EXERCISE:
Repeat verbatim, and only, the lines of the data below, beginning at the line that contains "M242 1612 251 1629 179 1797 168 1783Z" and stopping after the line that contains "M655 322H1048L1074 339".

ENTRIES PROVIDED:
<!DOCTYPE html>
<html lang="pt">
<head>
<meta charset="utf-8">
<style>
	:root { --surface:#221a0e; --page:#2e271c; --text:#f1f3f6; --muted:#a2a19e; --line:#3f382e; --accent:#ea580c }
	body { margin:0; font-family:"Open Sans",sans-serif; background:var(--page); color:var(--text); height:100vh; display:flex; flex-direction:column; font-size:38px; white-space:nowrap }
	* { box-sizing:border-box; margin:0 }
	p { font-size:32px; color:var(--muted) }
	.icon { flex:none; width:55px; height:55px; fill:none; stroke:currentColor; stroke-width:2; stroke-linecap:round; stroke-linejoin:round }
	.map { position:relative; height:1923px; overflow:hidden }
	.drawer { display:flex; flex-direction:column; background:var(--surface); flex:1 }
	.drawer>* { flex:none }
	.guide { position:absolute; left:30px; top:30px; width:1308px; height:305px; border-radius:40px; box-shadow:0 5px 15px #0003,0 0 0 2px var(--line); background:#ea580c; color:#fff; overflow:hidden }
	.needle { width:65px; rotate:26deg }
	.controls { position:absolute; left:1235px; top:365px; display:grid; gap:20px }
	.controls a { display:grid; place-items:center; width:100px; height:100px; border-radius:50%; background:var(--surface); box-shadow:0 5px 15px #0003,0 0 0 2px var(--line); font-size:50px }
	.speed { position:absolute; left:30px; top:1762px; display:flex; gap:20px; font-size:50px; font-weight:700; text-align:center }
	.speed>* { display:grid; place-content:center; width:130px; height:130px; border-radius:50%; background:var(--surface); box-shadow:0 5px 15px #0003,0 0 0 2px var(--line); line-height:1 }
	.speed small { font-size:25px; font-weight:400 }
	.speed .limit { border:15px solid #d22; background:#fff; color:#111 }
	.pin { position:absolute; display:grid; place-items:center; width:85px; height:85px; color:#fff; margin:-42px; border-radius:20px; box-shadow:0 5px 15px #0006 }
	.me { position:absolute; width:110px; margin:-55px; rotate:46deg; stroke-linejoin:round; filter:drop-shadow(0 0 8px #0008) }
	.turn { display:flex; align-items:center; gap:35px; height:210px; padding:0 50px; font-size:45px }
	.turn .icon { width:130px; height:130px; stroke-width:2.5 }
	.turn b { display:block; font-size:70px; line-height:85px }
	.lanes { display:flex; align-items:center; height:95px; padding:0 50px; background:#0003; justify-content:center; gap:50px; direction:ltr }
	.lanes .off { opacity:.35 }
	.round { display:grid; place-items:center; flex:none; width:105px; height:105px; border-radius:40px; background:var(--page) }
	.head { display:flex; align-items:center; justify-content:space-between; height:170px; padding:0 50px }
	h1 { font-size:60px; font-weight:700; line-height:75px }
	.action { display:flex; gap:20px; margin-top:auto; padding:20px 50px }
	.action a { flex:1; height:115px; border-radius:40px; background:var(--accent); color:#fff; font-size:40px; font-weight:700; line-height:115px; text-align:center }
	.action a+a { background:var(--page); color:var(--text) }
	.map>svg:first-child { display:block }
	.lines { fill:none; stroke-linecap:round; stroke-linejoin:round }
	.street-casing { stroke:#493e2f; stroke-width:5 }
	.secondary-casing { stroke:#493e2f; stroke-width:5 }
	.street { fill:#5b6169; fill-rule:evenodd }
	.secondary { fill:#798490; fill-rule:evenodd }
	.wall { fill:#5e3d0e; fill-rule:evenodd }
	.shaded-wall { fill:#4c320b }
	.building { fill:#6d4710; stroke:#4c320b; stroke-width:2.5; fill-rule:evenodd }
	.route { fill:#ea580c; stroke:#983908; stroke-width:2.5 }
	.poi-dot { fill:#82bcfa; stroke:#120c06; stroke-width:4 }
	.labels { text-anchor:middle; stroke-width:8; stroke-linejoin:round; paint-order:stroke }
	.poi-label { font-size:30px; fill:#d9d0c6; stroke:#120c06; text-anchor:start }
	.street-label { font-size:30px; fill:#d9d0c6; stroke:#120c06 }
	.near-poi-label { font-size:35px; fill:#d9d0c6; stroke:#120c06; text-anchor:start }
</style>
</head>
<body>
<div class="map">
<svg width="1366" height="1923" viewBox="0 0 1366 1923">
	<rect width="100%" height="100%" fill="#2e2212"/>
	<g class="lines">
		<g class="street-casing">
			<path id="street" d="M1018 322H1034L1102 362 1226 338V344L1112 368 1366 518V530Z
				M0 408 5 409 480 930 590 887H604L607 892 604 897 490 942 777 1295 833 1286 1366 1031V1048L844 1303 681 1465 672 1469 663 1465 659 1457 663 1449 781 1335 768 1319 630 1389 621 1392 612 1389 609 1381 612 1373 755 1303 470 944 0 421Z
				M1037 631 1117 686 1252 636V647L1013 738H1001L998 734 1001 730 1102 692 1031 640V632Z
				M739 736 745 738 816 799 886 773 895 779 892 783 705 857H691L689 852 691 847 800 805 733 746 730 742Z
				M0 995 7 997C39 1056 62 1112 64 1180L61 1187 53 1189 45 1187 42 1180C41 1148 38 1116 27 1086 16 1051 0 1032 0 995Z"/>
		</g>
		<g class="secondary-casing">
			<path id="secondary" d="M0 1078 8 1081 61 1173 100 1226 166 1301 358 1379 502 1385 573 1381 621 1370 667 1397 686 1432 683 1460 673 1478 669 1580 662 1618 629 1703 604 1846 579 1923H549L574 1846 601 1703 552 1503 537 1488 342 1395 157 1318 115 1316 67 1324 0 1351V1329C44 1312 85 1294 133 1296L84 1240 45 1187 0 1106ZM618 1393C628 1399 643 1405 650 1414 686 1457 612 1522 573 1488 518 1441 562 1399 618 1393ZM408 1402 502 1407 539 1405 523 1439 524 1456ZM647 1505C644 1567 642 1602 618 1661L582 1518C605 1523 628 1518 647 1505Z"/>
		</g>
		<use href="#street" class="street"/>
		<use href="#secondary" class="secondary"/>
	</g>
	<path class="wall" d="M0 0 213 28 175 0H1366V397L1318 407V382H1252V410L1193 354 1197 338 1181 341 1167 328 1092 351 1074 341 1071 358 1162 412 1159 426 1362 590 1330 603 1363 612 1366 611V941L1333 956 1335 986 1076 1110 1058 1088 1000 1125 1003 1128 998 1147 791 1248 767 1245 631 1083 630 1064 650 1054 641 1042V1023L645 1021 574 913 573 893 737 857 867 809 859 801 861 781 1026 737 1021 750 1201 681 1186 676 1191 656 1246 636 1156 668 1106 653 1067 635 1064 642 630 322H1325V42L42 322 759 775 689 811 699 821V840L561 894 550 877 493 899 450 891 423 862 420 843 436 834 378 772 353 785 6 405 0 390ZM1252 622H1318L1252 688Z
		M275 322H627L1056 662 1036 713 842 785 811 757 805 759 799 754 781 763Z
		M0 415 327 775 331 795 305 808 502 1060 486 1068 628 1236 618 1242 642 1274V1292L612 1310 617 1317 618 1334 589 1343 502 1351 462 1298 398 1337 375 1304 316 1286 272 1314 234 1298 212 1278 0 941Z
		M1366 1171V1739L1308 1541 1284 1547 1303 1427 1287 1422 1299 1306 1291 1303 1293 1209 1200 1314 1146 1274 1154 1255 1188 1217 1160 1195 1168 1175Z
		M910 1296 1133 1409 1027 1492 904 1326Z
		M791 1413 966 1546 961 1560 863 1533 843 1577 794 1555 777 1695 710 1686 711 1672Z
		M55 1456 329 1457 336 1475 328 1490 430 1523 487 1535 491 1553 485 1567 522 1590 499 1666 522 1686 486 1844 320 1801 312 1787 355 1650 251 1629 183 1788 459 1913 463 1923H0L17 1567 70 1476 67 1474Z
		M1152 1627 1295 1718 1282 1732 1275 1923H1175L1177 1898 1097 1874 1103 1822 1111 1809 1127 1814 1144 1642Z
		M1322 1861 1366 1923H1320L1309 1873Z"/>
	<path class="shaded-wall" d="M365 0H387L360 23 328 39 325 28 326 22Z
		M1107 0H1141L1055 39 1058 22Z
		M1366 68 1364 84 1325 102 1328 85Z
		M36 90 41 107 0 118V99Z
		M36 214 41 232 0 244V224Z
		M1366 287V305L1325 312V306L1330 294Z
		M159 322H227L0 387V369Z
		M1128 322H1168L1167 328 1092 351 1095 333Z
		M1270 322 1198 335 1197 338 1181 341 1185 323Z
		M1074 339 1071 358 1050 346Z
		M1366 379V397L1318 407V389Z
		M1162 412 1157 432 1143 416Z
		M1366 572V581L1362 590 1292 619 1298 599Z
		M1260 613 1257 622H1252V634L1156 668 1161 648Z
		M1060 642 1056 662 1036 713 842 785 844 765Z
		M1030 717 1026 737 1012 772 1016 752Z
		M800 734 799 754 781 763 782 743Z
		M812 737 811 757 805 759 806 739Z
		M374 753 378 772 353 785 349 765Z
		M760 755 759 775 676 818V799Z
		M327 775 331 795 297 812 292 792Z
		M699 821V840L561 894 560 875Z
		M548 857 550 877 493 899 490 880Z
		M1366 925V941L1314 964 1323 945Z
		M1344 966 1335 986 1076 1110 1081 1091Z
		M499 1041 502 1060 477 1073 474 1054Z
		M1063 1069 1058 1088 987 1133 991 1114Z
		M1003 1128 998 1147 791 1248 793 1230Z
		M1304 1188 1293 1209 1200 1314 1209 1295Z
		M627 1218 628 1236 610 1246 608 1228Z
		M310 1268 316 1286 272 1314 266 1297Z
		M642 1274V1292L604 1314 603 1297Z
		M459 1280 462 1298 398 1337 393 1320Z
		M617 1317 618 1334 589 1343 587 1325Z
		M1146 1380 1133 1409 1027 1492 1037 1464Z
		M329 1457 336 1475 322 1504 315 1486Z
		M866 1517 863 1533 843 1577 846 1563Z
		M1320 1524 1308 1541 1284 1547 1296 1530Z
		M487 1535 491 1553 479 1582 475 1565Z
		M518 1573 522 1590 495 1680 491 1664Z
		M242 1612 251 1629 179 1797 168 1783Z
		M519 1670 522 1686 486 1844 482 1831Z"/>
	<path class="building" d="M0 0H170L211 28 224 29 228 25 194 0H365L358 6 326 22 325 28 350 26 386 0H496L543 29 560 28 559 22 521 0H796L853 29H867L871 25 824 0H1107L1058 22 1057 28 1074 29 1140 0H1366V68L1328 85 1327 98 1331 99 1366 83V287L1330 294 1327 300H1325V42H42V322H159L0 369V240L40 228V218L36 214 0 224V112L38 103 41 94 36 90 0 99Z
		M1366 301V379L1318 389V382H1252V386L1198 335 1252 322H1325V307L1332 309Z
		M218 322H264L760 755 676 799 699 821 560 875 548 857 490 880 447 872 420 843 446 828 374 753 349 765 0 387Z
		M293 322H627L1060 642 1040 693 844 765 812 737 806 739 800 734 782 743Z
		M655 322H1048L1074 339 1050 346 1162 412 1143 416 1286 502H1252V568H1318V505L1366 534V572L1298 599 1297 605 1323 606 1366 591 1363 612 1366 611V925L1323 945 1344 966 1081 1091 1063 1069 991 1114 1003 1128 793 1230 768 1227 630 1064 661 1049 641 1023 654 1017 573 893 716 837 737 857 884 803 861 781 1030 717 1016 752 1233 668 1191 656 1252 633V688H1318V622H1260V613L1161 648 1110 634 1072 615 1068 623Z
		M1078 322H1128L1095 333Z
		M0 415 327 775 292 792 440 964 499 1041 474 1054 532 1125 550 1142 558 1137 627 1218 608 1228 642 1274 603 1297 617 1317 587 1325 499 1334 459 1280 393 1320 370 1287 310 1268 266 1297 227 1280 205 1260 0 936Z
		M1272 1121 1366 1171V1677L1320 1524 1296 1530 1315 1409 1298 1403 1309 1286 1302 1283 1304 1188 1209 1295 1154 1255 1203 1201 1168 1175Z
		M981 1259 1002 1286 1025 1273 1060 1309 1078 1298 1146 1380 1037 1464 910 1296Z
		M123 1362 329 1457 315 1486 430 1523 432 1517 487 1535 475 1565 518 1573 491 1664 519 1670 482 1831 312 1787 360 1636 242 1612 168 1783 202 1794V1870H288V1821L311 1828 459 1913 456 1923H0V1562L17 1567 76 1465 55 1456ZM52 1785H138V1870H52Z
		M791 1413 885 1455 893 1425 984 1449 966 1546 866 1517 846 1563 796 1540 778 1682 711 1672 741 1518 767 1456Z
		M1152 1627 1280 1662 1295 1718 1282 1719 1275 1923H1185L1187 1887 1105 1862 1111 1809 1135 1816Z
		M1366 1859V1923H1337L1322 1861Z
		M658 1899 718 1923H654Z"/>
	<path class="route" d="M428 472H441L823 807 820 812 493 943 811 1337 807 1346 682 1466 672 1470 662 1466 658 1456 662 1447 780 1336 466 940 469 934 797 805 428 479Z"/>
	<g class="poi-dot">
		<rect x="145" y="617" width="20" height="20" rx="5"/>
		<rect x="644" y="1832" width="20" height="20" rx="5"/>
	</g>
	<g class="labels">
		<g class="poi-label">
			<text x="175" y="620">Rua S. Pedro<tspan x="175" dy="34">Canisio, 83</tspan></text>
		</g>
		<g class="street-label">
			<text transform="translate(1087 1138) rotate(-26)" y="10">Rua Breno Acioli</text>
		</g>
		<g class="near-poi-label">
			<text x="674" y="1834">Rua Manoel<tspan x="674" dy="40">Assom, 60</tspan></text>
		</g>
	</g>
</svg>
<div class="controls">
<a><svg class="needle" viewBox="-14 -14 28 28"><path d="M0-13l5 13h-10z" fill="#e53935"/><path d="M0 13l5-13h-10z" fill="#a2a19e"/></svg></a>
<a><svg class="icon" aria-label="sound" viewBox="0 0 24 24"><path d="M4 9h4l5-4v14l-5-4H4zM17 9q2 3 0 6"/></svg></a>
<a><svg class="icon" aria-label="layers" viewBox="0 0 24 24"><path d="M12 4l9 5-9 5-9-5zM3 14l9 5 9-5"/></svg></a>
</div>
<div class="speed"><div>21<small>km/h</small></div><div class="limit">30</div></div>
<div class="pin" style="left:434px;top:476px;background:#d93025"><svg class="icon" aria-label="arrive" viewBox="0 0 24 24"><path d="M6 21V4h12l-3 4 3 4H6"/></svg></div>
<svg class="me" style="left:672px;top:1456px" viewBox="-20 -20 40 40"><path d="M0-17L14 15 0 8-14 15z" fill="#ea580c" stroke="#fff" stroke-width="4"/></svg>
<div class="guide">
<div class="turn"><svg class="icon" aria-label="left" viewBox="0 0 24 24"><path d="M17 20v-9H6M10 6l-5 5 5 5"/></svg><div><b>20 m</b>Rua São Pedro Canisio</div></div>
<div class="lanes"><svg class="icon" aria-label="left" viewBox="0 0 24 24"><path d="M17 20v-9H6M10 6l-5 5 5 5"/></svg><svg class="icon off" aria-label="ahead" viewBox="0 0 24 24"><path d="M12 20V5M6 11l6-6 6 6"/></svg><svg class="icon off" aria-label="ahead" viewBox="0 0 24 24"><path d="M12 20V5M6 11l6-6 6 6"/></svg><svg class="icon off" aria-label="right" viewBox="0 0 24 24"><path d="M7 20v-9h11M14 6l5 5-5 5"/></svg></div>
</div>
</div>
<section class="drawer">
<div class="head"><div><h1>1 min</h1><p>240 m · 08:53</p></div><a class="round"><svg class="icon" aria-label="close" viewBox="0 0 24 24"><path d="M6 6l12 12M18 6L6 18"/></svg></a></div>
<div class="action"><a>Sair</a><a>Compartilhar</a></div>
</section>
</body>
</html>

SOLUTION TO THIS PROBLEM:
		M242 1612 251 1629 179 1797 168 1783Z
		M519 1670 522 1686 486 1844 482 1831Z"/>
	<path class="building" d="M0 0H170L211 28 224 29 228 25 194 0H365L358 6 326 22 325 28 350 26 386 0H496L543 29 560 28 559 22 521 0H796L853 29H867L871 25 824 0H1107L1058 22 1057 28 1074 29 1140 0H1366V68L1328 85 1327 98 1331 99 1366 83V287L1330 294 1327 300H1325V42H42V322H159L0 369V240L40 228V218L36 214 0 224V112L38 103 41 94 36 90 0 99Z
		M1366 301V379L1318 389V382H1252V386L1198 335 1252 322H1325V307L1332 309Z
		M218 322H264L760 755 676 799 699 821 560 875 548 857 490 880 447 872 420 843 446 828 374 753 349 765 0 387Z
		M293 322H627L1060 642 1040 693 844 765 812 737 806 739 800 734 782 743Z
		M655 322H1048L1074 339 1050 346 1162 412 1143 416 1286 502H1252V568H1318V505L1366 534V572L1298 599 1297 605 1323 606 1366 591 1363 612 1366 611V925L1323 945 1344 966 1081 1091 1063 1069 991 1114 1003 1128 793 1230 768 1227 630 1064 661 1049 641 1023 654 1017 573 893 716 837 737 857 884 803 861 781 1030 717 1016 752 1233 668 1191 656 1252 633V688H1318V622H1260V613L1161 648 1110 634 1072 615 1068 623Z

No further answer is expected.